Where the ACA health insurance exchanges stand in 2018

Story by Shelby Livingston
Graphics by Fan Fei
April 11, 2017

The Affordable Care Act’s health insurance exchanges have proven to be quite sturdy despite a barrage of federal actions that threatened to topple them. The picture of the exchanges that emerges from the CMS’ final open-enrollment data is far from the imploding market that the Trump administration and countless headlines over the past year warned about.


Percentage change in ACA enrollment by county

Mouse over to see every U.S. county's ACA enrollment

Though enrollment in the exchanges slipped and insurers hiked premiums by an average of 30%, the size of the premium tax credits available to most exchange enrollees ballooned enough that the average subsidized shopper paid a lower premium for coverage than the year before.

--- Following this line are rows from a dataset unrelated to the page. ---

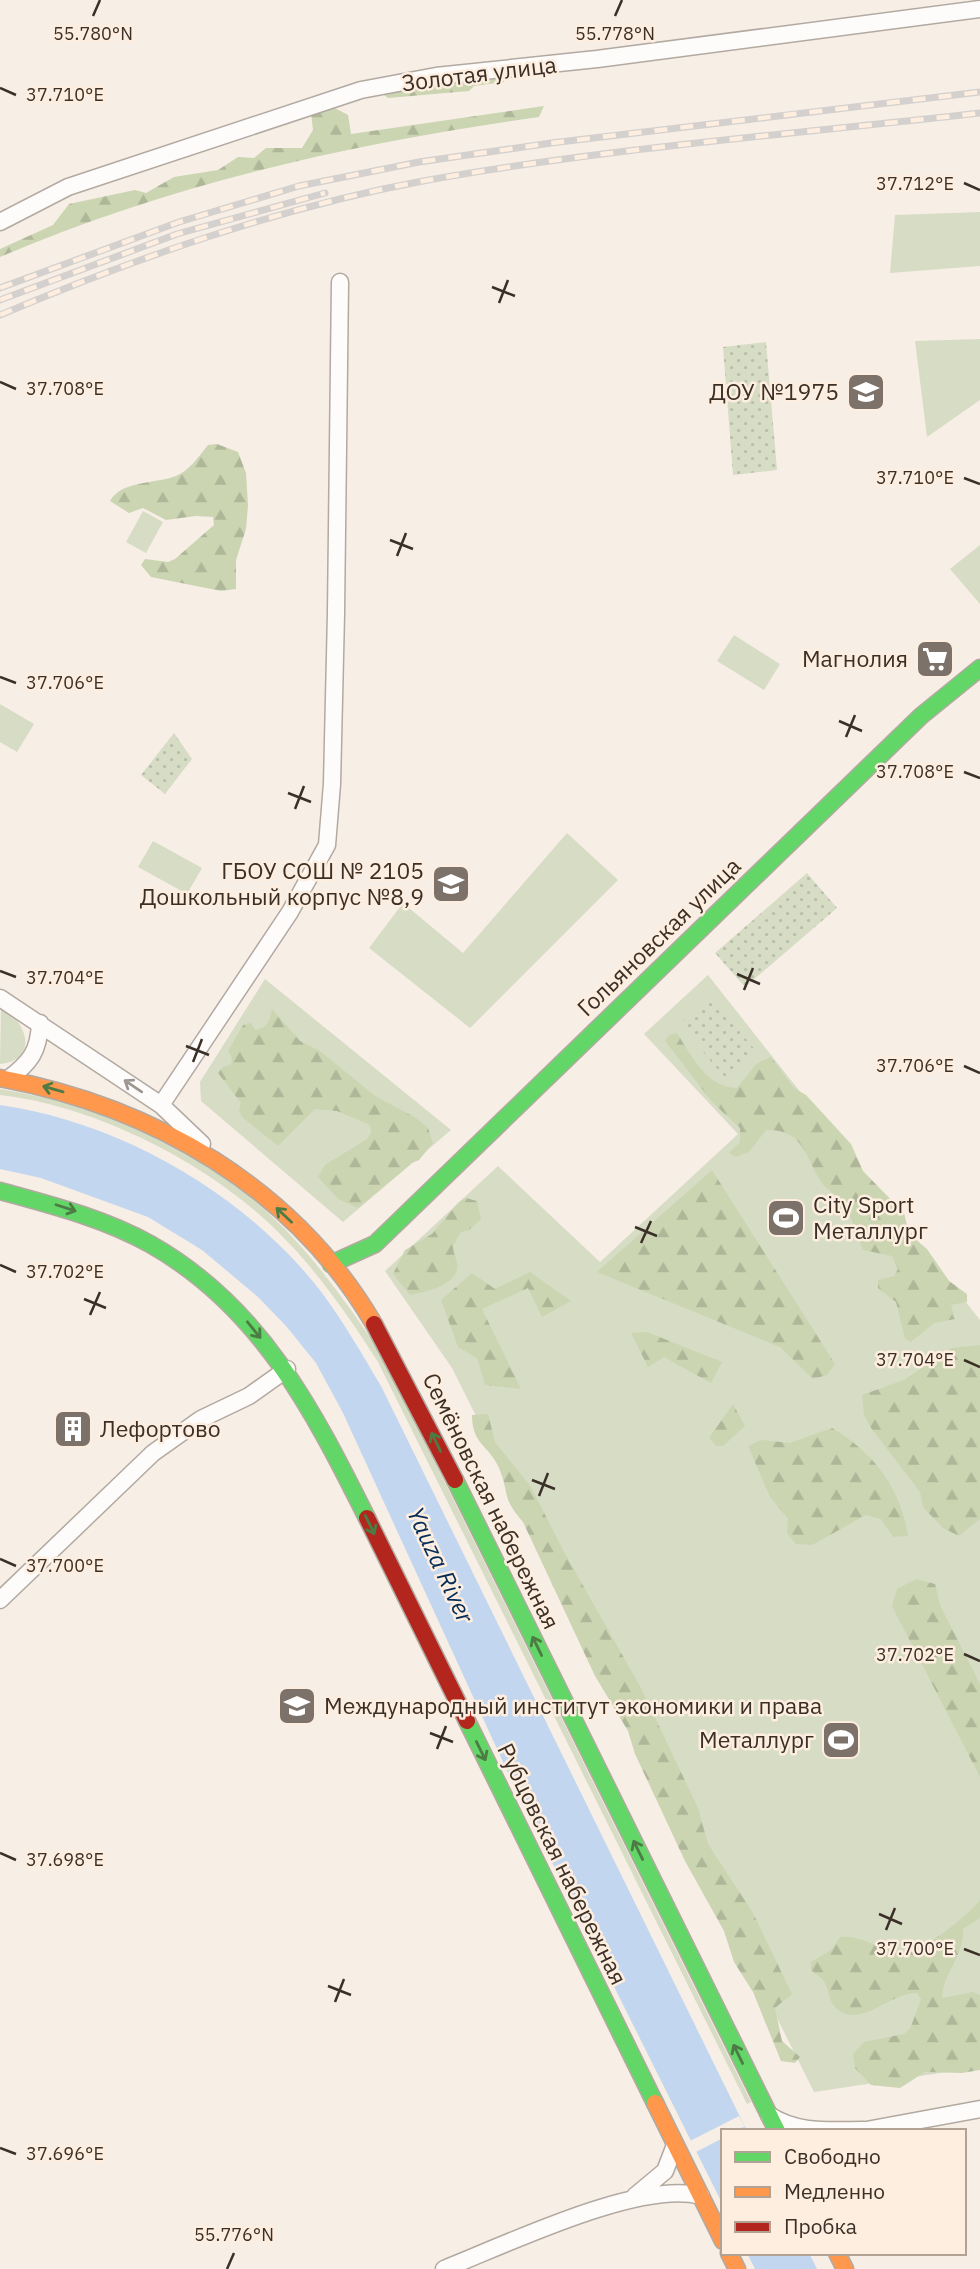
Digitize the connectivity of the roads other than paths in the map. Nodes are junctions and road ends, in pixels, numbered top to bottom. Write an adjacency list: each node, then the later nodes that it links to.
1 (980, 9): 2 (street, Золотая улица)
2 (0, 222)
3 (340, 282): 8 (street)
4 (980, 668): 11 (main road, Гольяновская улица)
5 (0, 998): 6 (street)
6 (40, 1023): 7 (street); 8 (street, one-way to 6)
7 (4, 1078): 9 (main road, Семёновская набережная, one-way to 7)
8 (161, 1105): 9 (street)
9 (222, 1163): 12 (main road, Семёновская набережная, one-way to 9)
10 (0, 1191): 14 (main road, Рубцовская набережная, one-way to 14)
11 (375, 1244): 12 (main road, Гольяновская улица); 13 (main road, Гольяновская улица)
12 (331, 1264): 13 (main road, Семёновская набережная)
13 (352, 1290): 17 (main road, Семёновская набережная, one-way to 13)
14 (286, 1369): 15 (street); 21 (main road, Рубцовская набережная, one-way to 21)
15 (0, 1600)
16 (980, 2109): 20 (street)
17 (769, 2115): 18 (main road, Семёновская набережная); 19 (street)
18 (776, 2129)
19 (801, 2129)
20 (868, 2129)
21 (675, 2145): 22 (street); 23 (main road, Рубцовская набережная)
22 (635, 2196): 23 (street); 25 (street)
23 (701, 2196): 24 (main road, Рубцовская набережная)
24 (721, 2237)
25 (444, 2269)

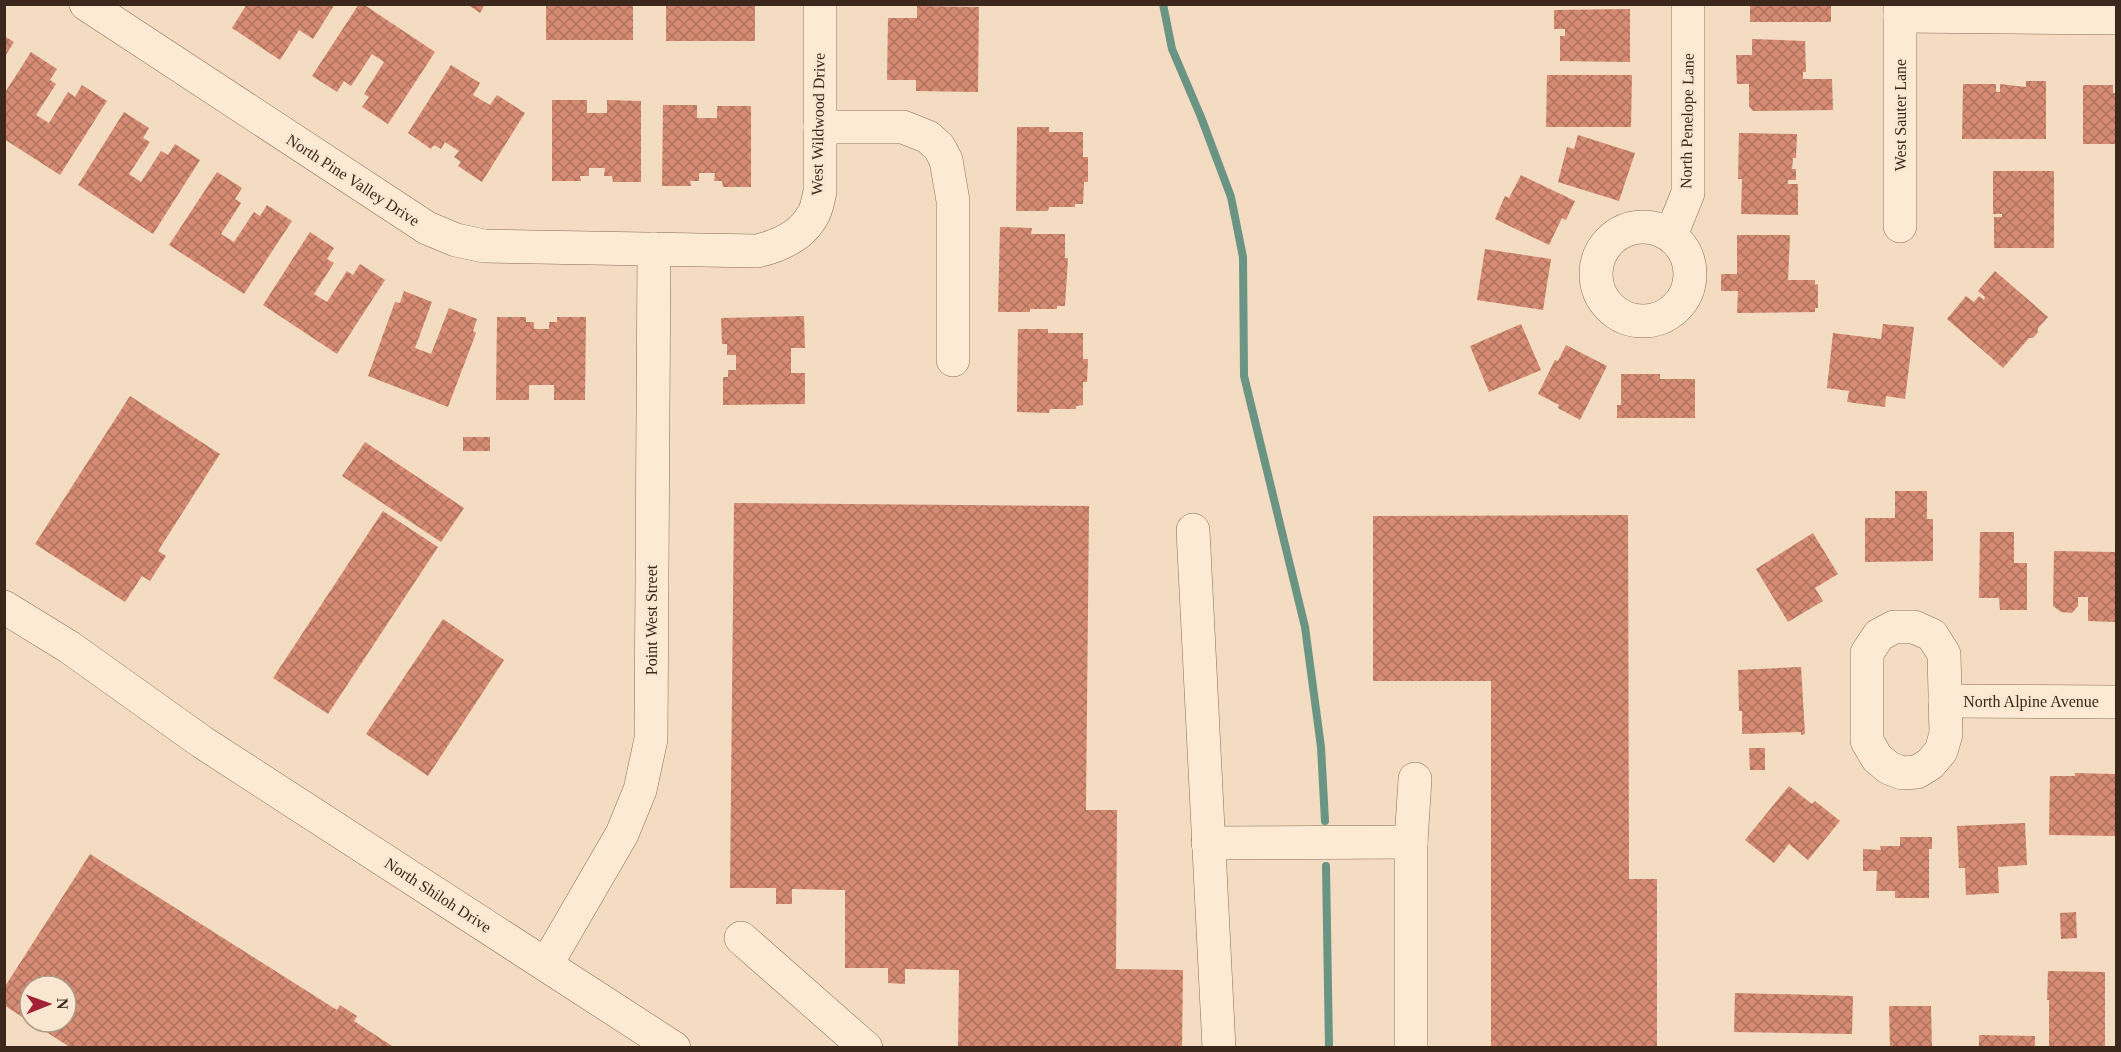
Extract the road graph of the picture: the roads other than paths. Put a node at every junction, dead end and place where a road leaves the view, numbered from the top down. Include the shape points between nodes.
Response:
1 (86, 4) edge
2 (820, 4) edge
3 (1688, 4) edge
4 (1900, 10) edge
5 (2116, 18) edge
6 (820, 127) junction
7 (1900, 226) dead end
8 (1671, 235) dead end
9 (654, 249) junction
10 (953, 360) dead end
11 (1193, 530) dead end
12 (4, 607) edge
13 (1945, 701) dead end
14 (2116, 702) edge
15 (1415, 779) dead end
16 (1411, 842) junction
17 (1208, 843) junction
18 (741, 938) dead end
19 (546, 965) junction
20 (674, 1047) edge
21 (866, 1047) edge
22 (1218, 1047) edge
23 (1411, 1047) edge

1 - 9 street, North Pine Valley Drive via 427,228 484,246
2 - 6 street, West Wildwood Drive
3 - 8 street, North Penelope Lane via 1688,192
4 - 5 street
4 - 7 street, West Sauter Lane
6 - 9 street, West Wildwood Drive via 820,192 813,215 799,233 778,246 757,251
6 - 10 street via 903,127 928,137 939,147 948,170 952,201
9 - 19 street, Point West Street via 651,739 640,790 622,834
11 - 17 street
12 - 19 street, North Shiloh Drive via 69,647 202,742
13 - 14 street, North Alpine Avenue
15 - 16 street
16 - 17 street
16 - 23 street
17 - 22 street
18 - 21 street
19 - 20 street, North Shiloh Drive

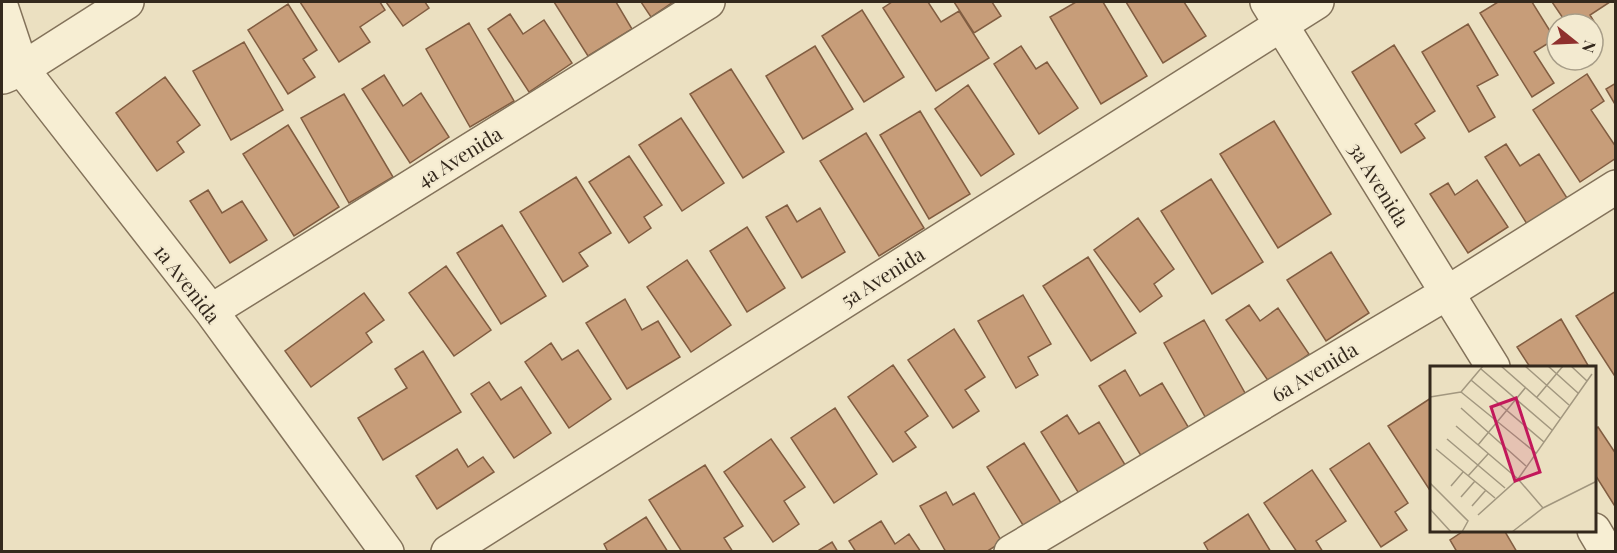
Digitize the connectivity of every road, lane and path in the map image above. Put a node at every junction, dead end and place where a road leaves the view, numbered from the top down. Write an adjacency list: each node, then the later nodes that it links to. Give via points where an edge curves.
1 (127, 2): 6 (street)
2 (708, 2): 9 (street, 4a Avenida)
3 (1317, 2): 5 (street, 5a Avenida)
4 (2, 9): 6 (street, 1a Avenida)
5 (1274, 13): 8 (street, 3a Avenida); 14 (street, 5a Avenida)
6 (12, 73): 9 (street, 1a Avenida)
7 (1616, 187): 8 (street, 6a Avenida)
8 (1447, 292): 10 (street, 3a Avenida); 15 (street, 6a Avenida)
9 (211, 311): 13 (street, 1a Avenida)
10 (1492, 366)
11 (1595, 532): 16 (street)
12 (1616, 547): 16 (street)
13 (387, 552)
14 (447, 552)
15 (1011, 552)
16 (1608, 552)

Even so, the individual on-exchange ACA plans remain unaffordable for millions of people who aren’t eligible for financial help. Congress has yet to pass legislation to bolster the market and bring down premiums, and is unlikely to do so before insurers must file 2019 rates later this spring. New threats, including the expansion of short-term medical and association health plans, are coming down the pike, promising to lure healthy people away and cause even higher premium hikes next year that unsubsidized enrollees may not accept. If consumers can’t afford coverage and drop it, insurers have a smaller incentive to keep selling plans in the individual market. The more people become uninsured, the more uncompensated care hospitals must swallow.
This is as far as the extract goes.